4.4.3 Selbsterstelltes Szenario

Zwar sind die beiden vorangegangenen Beispiele bereits ziemlich eindeutig, mit einer fiktiven Wettkampfgeschichte lässt sich allerdings das Potenzial der neuen Punktewertung noch deutlicher veranschaulichen.

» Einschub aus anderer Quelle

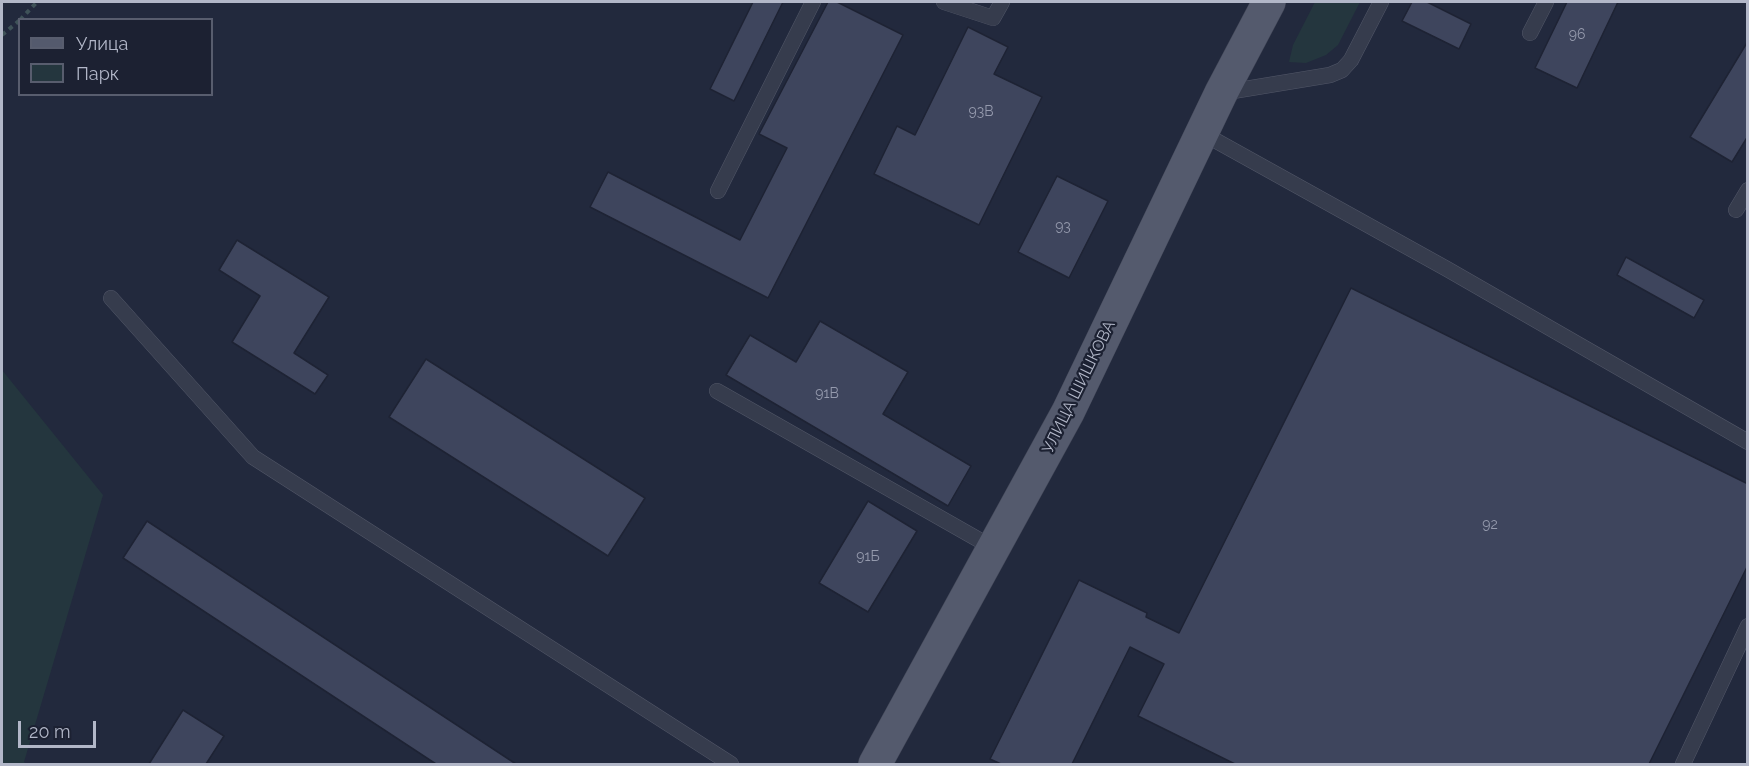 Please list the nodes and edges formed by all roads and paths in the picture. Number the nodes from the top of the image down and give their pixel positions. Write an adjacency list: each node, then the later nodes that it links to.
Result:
1 (37, 2): 8 (path)
2 (813, 2): 15 (lane)
3 (944, 2): 4 (lane)
4 (1002, 2)
5 (1269, 2): 12 (main road, УЛИЦА ШИШКОВА)
6 (1381, 2): 12 (lane)
7 (1546, 2): 10 (lane)
8 (22, 18)
9 (18, 22): 11 (path)
10 (1530, 33)
11 (2, 35)
12 (1221, 93): 13 (main road, УЛИЦА ШИШКОВА)
13 (1202, 133): 19 (lane); 20 (main road, УЛИЦА ШИШКОВА)
14 (1748, 190): 16 (lane)
15 (718, 191)
16 (1736, 210)
17 (111, 298): 22 (lane)
18 (717, 391): 20 (lane)
19 (1748, 442)
20 (995, 549): 23 (main road, УЛИЦА ШИШКОВА)
21 (1748, 626): 24 (lane)
22 (731, 765)
23 (875, 765)
24 (1683, 765) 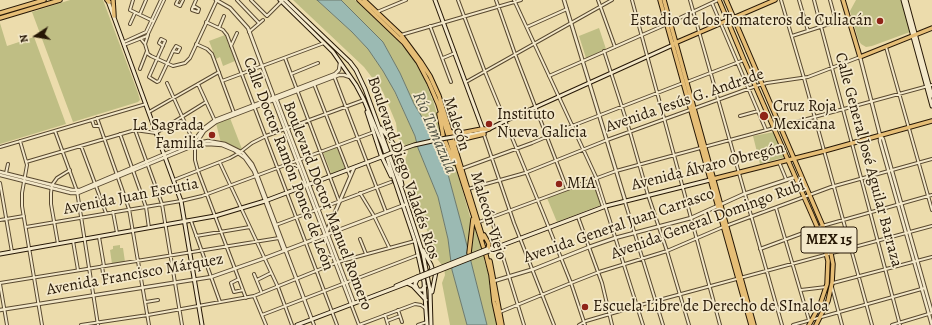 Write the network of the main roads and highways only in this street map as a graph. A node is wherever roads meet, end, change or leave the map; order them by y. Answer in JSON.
{"nodes":[{"id":1,"x":44,"y":0,"type":"edge"},
{"id":2,"x":60,"y":0,"type":"edge"},
{"id":3,"x":113,"y":0,"type":"edge"},
{"id":4,"x":282,"y":0,"type":"edge"},
{"id":5,"x":359,"y":0,"type":"edge"},
{"id":6,"x":364,"y":0,"type":"edge"},
{"id":7,"x":435,"y":0,"type":"edge"},
{"id":8,"x":660,"y":0,"type":"edge"},
{"id":9,"x":664,"y":0,"type":"edge"},
{"id":10,"x":719,"y":0,"type":"edge"},
{"id":11,"x":726,"y":0,"type":"edge"},
{"id":12,"x":775,"y":0,"type":"edge"},
{"id":13,"x":843,"y":0,"type":"edge"},
{"id":14,"x":903,"y":0,"type":"edge"},
{"id":15,"x":906,"y":0,"type":"edge"},
{"id":16,"x":108,"y":1,"type":"edge"},
{"id":17,"x":0,"y":13,"type":"edge"},
{"id":18,"x":375,"y":13,"type":"junction"},
{"id":19,"x":114,"y":16,"type":"junction"},
{"id":20,"x":0,"y":18,"type":"edge"},
{"id":21,"x":733,"y":18,"type":"junction"},
{"id":22,"x":728,"y":20,"type":"junction"},
{"id":23,"x":668,"y":23,"type":"junction"},
{"id":24,"x":932,"y":28,"type":"edge"},
{"id":25,"x":395,"y":33,"type":"junction"},
{"id":26,"x":401,"y":35,"type":"junction"},
{"id":27,"x":914,"y":35,"type":"junction"},
{"id":28,"x":674,"y":44,"type":"junction"},
{"id":29,"x":333,"y":52,"type":"junction"},
{"id":30,"x":340,"y":52,"type":"junction"},
{"id":31,"x":356,"y":85,"type":"junction"},
{"id":32,"x":929,"y":86,"type":"edge"},
{"id":33,"x":365,"y":90,"type":"junction"},
{"id":34,"x":932,"y":96,"type":"edge"},
{"id":35,"x":365,"y":101,"type":"junction"},
{"id":36,"x":438,"y":104,"type":"junction"},
{"id":37,"x":932,"y":106,"type":"edge"},
{"id":38,"x":932,"y":121,"type":"edge"},
{"id":39,"x":379,"y":125,"type":"junction"},
{"id":40,"x":489,"y":129,"type":"joint"},
{"id":41,"x":450,"y":131,"type":"junction"},
{"id":42,"x":482,"y":132,"type":"junction"},
{"id":43,"x":442,"y":139,"type":"junction"},
{"id":44,"x":454,"y":147,"type":"junction"},
{"id":45,"x":402,"y":149,"type":"junction"},
{"id":46,"x":392,"y":153,"type":"junction"},
{"id":47,"x":383,"y":156,"type":"junction"},
{"id":48,"x":794,"y":158,"type":"junction"},
{"id":49,"x":788,"y":160,"type":"junction"},
{"id":50,"x":460,"y":173,"type":"junction"},
{"id":51,"x":712,"y":179,"type":"junction"},
{"id":52,"x":402,"y":190,"type":"junction"},
{"id":53,"x":399,"y":194,"type":"junction"},
{"id":54,"x":473,"y":214,"type":"junction"},
{"id":55,"x":185,"y":221,"type":"junction"},
{"id":56,"x":477,"y":223,"type":"junction"},
{"id":57,"x":481,"y":231,"type":"junction"},
{"id":58,"x":421,"y":248,"type":"junction"},
{"id":59,"x":488,"y":250,"type":"junction"},
{"id":60,"x":0,"y":254,"type":"edge"},
{"id":61,"x":480,"y":255,"type":"junction"},
{"id":62,"x":470,"y":256,"type":"junction"},
{"id":63,"x":490,"y":271,"type":"junction"},
{"id":64,"x":430,"y":272,"type":"junction"},
{"id":65,"x":436,"y":272,"type":"junction"},
{"id":66,"x":739,"y":277,"type":"junction"},
{"id":67,"x":418,"y":278,"type":"junction"},
{"id":68,"x":407,"y":283,"type":"junction"},
{"id":69,"x":425,"y":286,"type":"junction"},
{"id":70,"x":387,"y":290,"type":"junction"},
{"id":71,"x":431,"y":298,"type":"junction"},
{"id":72,"x":426,"y":301,"type":"junction"},
{"id":73,"x":497,"y":313,"type":"junction"},
{"id":74,"x":810,"y":322,"type":"edge"},
{"id":75,"x":427,"y":323,"type":"edge"},
{"id":76,"x":202,"y":325,"type":"edge"},
{"id":77,"x":297,"y":325,"type":"edge"},
{"id":78,"x":431,"y":325,"type":"edge"},
{"id":79,"x":500,"y":325,"type":"edge"},
{"id":80,"x":751,"y":325,"type":"edge"},
{"id":81,"x":754,"y":325,"type":"edge"},
{"id":82,"x":816,"y":325,"type":"edge"}],
"edges":[{"from":1,"to":17,"type":"main road"},
{"from":2,"to":20,"type":"main road"},
{"from":3,"to":19,"type":"main road"},
{"from":4,"to":29,"type":"main road","name":"Boulevard Diego Valadés Ríos"},
{"from":4,"to":30,"type":"main road","name":"Boulevard Diego Valadés Ríos"},
{"from":5,"to":18,"type":"main road","name":"Malecón"},
{"from":6,"to":18,"type":"main road","name":"Malecón Viejo"},
{"from":7,"to":42,"type":"main road"},
{"from":8,"to":23,"type":"main road"},
{"from":9,"to":23,"type":"main road"},
{"from":10,"to":22,"type":"main road","number":"MEX 15"},
{"from":11,"to":21,"type":"main road","number":"MEX 15"},
{"from":12,"to":21,"type":"main road"},
{"from":13,"to":27,"type":"main road","name":"Avenida Jesús G. Andrade"},
{"from":14,"to":27,"type":"main road"},
{"from":15,"to":27,"type":"main road"},
{"from":16,"to":19,"type":"main road"},
{"from":18,"to":25,"type":"main road","name":"Malecón"},
{"from":18,"to":26,"type":"main road","name":"Malecón Viejo"},
{"from":19,"to":55,"type":"main road"},
{"from":21,"to":22,"type":"main road"},
{"from":21,"to":48,"type":"main road","number":"MEX 15"},
{"from":22,"to":28,"type":"main road"},
{"from":22,"to":49,"type":"main road","number":"MEX 15"},
{"from":23,"to":28,"type":"main road"},
{"from":24,"to":27,"type":"main road","name":"Avenida Jesús G. Andrade"},
{"from":25,"to":26,"type":"main road"},
{"from":25,"to":36,"type":"main road","name":"Malecón"},
{"from":26,"to":41,"type":"main road","name":"Malecón Viejo"},
{"from":27,"to":32,"type":"main road"},
{"from":28,"to":40,"type":"main road"},
{"from":28,"to":51,"type":"main road"},
{"from":29,"to":30,"type":"main road"},
{"from":29,"to":31,"type":"main road","name":"Boulevard Diego Valadés Ríos"},
{"from":30,"to":33,"type":"main road","name":"Boulevard Diego Valadés Ríos"},
{"from":31,"to":33,"type":"main road"},
{"from":31,"to":35,"type":"main road","name":"Boulevard Diego Valadés Ríos"},
{"from":32,"to":34,"type":"main road"},
{"from":32,"to":37,"type":"main road"},
{"from":33,"to":39,"type":"main road","name":"Boulevard Diego Valadés Ríos"},
{"from":35,"to":47,"type":"main road"},
{"from":35,"to":53,"type":"main road","name":"Boulevard Diego Valadés Ríos"},
{"from":36,"to":43,"type":"main road"},
{"from":36,"to":50,"type":"main road","name":"Malecón"},
{"from":38,"to":48,"type":"main road","name":"Avenida Álvaro Obregón"},
{"from":39,"to":45,"type":"main road"},
{"from":39,"to":52,"type":"main road","name":"Boulevard Diego Valadés Ríos"},
{"from":40,"to":42,"type":"main road"},
{"from":41,"to":42,"type":"main road"},
{"from":41,"to":44,"type":"main road","name":"Malecón Viejo"},
{"from":42,"to":43,"type":"main road","bridge":true},
{"from":42,"to":44,"type":"main road"},
{"from":43,"to":45,"type":"main road"},
{"from":43,"to":50,"type":"main road"},
{"from":44,"to":56,"type":"main road","name":"Malecón Viejo"},
{"from":45,"to":46,"type":"main road"},
{"from":46,"to":47,"type":"main road","bridge":true},
{"from":46,"to":52,"type":"main road"},
{"from":47,"to":53,"type":"main road"},
{"from":47,"to":55,"type":"main road"},
{"from":48,"to":49,"type":"main road","name":"Avenida Álvaro Obregón"},
{"from":48,"to":82,"type":"main road","number":"MEX 15"},
{"from":49,"to":51,"type":"main road","name":"Avenida Álvaro Obregón"},
{"from":49,"to":74,"type":"main road","number":"MEX 15"},
{"from":50,"to":54,"type":"main road","name":"Malecón"},
{"from":51,"to":59,"type":"main road","name":"Avenida Álvaro Obregón"},
{"from":51,"to":66,"type":"main road"},
{"from":52,"to":58,"type":"main road","name":"Boulevard Diego Valadés Ríos"},
{"from":53,"to":69,"type":"main road","name":"Boulevard Diego Valadés Ríos"},
{"from":54,"to":56,"type":"main road","name":"Malecón"},
{"from":54,"to":62,"type":"main road"},
{"from":55,"to":60,"type":"main road"},
{"from":55,"to":76,"type":"main road"},
{"from":56,"to":57,"type":"main road","name":"Malecón Viejo"},
{"from":56,"to":63,"type":"main road","name":"Malecón"},
{"from":57,"to":59,"type":"main road"},
{"from":57,"to":73,"type":"main road","name":"Malecón Viejo"},
{"from":58,"to":64,"type":"main road"},
{"from":58,"to":71,"type":"main road","name":"Boulevard Diego Valadés Ríos"},
{"from":59,"to":61,"type":"main road","name":"Avenida Álvaro Obregón","bridge":true},
{"from":59,"to":62,"type":"main road","name":"Avenida Álvaro Obregón","bridge":true},
{"from":61,"to":63,"type":"main road"},
{"from":61,"to":65,"type":"main road","name":"Avenida Álvaro Obregón","bridge":true},
{"from":62,"to":64,"type":"main road","name":"Avenida Álvaro Obregón","bridge":true},
{"from":63,"to":73,"type":"main road","name":"Malecón"},
{"from":64,"to":67,"type":"main road","name":"Avenida Álvaro Obregón","bridge":true},
{"from":65,"to":67,"type":"main road","name":"Avenida Álvaro Obregón","bridge":true},
{"from":65,"to":71,"type":"main road"},
{"from":66,"to":80,"type":"main road"},
{"from":66,"to":81,"type":"main road"},
{"from":67,"to":68,"type":"main road","name":"Avenida Álvaro Obregón"},
{"from":67,"to":69,"type":"main road"},
{"from":67,"to":70,"type":"main road","name":"Avenida Álvaro Obregón"},
{"from":68,"to":70,"type":"main road","name":"Avenida Álvaro Obregón"},
{"from":68,"to":72,"type":"main road"},
{"from":69,"to":72,"type":"main road","name":"Boulevard Diego Valadés Ríos"},
{"from":70,"to":77,"type":"main road","name":"Avenida Álvaro Obregón"},
{"from":71,"to":78,"type":"main road","name":"Boulevard Diego Valadés Ríos"},
{"from":72,"to":75,"type":"main road","name":"Boulevard Diego Valadés Ríos"},
{"from":73,"to":79,"type":"main road","name":"Malecón"}]}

Motiviert durch den letzten Abschnitt entscheidet sich Deutschlands bester Nachwuchszehnkämpfer, Karl Käfer, im darauffolgenden Jahr für eine Teilnahme außer Wertung bei den mexikanischen Meisterschaften, die erneut in Guadalajara (1590m ü. NN) stattfinden. Ihm ist bewusst, dass er durch günstige äußere Einflüsse gegenüber anderen Wettkampforten einen Vorteil haben könnte und versucht auf diesem Wege, sich für die olympischen Spiele 2012 in London zu qualifizieren, für die der DLV eine Norm von 8000 Punkten verlangt. Am ersten Tag herrscht schon beim 100m Lauf eine drückende Schwüle von 34°C bei einer Luftfeuchtigkeit von 70%. Zusätzlich ist die allgemeine Wetterlage sehr windig, wodurch Käfer bereits beim 100m Lauf und beim Weitsprung mit 4,0 bzw. 3,6m/s Rückenwind begünstigt wird. Bis zum 400m Lauf ist der Temperaturabfall nur marginal und ermöglicht verbunden mit der dünneren Höhenluft hervorragende Leistungen. Der zweite Tag beginnt, wie der erste aufgehört hat. Deutlicher Rückenwind über 110m Hürden, den Stabhochsprung und den Speerwurf und Gegenwind beim Diskuswurf lassen Käfer von der Olympianorm träumen. Dafür würde er eine Zeit von 4:50min über die 1500m benötigen, was bei einer derartigen Hitze allerdings nicht einfach zu erreichen ist. Welch ein Glück, dass der Wettkampf plötzlich aufgrund eines heftigen Gewitters unterbrochen werden muss. Zwei Stunden lang schüttet es wie aus Eimern, während sich das Wetter gegen Abend ohnehin abkühlt. Schließlich wird der 1500m Lauf bei nasser Laufbahn, aber sehr angenehmen 20°C gestartet und Käfer übertrifft völlig überraschend die 8000-Punkte-Schallmauer.

Dieses Extremszenario reizt die Rieger-Punktewertung voll aus. Nach der neuen Punktewertung hätte Käfer nämlich mit einem Punktabzug von 7,0% auf 7438 Zähler rechnen müssen (siehe Abbildung 30). Am deutlichsten hätte sich der Wind auf seine Leistungen ausgewirkt (390,2 Punkte), gefolgt von der dünneren Höhenluft (119,2) und der Temperatur (69,3 Punkte). Ein derartiger Zehnkampfverlauf ist natürlich nicht besonders wahrscheinlich, in abgeschwächter Form aber sicherlich nicht unmöglich. Die 8001 Punkte würden sogar in den IAAF Bestenlisten auftauchen, weil die für den Mehrkampf maximal festgelegten 4,0m/s Rückenwind nicht übertroffen wurden. Die Rieger-Punktewertung hätte hingegen wie gezeigt auch hier eine faire Lösung gefunden.

Abbildung 30: Rieger-Punktewertung eines fiktiven Zehnkampfs mit viel zu guten äußeren Verhältnissen.